Opener “Air Raid” is all Dolphy-esque free-form avant gardening – Hutcherson and Williams would both play on “Out To Lunch” three months hence -  maybe even pre-empting some of Miles Davis’ late acoustic work. Refusing to stand still for a moment, it fires off idea after crazy idea, tempo and tension ricocheting off the walls. The title track lumbers like a slow-moving, heavy-breathing creature on the verge of pulling itself out of the primeval ooze onto dry land for the first tentative time, made yet more eerily unsettling by Bob Cranshaw bowing his bass like an overfed cello. “The Coaster” is the least unconventional tune here, with time you can count and regularity in rhythm and melody. Inspired by the Coney Island rollercoaster, it’s still a tricksy, turny thing, with a dusky Eastern tinge to Morgan’s trumpet solo. Even in this relatively conventional setting, Williams breaks the bars up like he’s splitting atoms and, as elsewhere, the timbre of Hutcherson’s vibraphone is delicious, with something mysterious glimmering in every note.
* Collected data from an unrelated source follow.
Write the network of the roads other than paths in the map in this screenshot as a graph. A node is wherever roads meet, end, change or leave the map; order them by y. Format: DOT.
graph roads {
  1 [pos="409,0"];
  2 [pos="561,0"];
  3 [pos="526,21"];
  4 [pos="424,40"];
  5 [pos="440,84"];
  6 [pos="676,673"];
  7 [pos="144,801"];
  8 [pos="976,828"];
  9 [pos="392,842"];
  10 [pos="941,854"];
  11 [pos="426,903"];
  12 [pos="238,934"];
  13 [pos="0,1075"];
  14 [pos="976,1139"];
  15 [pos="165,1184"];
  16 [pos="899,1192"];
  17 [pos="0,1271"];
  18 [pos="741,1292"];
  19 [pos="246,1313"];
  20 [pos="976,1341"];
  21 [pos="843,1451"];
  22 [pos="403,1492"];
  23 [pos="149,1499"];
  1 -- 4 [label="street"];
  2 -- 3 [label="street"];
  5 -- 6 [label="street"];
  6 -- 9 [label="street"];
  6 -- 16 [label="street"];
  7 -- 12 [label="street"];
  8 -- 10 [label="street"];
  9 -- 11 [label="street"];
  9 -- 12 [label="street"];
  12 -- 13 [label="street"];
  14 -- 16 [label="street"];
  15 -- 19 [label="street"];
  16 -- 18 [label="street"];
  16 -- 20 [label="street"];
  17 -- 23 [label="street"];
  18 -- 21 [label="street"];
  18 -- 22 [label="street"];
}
As its title suggests, “Monk In Wonderland” has a Thelonious-style mischievousness about it, alternating between passages of bluesy blowing and melodic constructions of Escher-like complexity.

This fine album turns up in appropriately fettled form in Music Matters’ reissue. As ever, it’s pressed on two solid slabs of 45 rpm vinyl, wrapped in a sleeve of thick, glossy cardboard with a gatefold’s worth of evocative session photos. Maybe not in the top rank of Music Matters reissues, there’s a raspiness to the leader’s instrument and McLean’s alto sax that seems uncharacteristic of the sublime sonics presented elsewhere.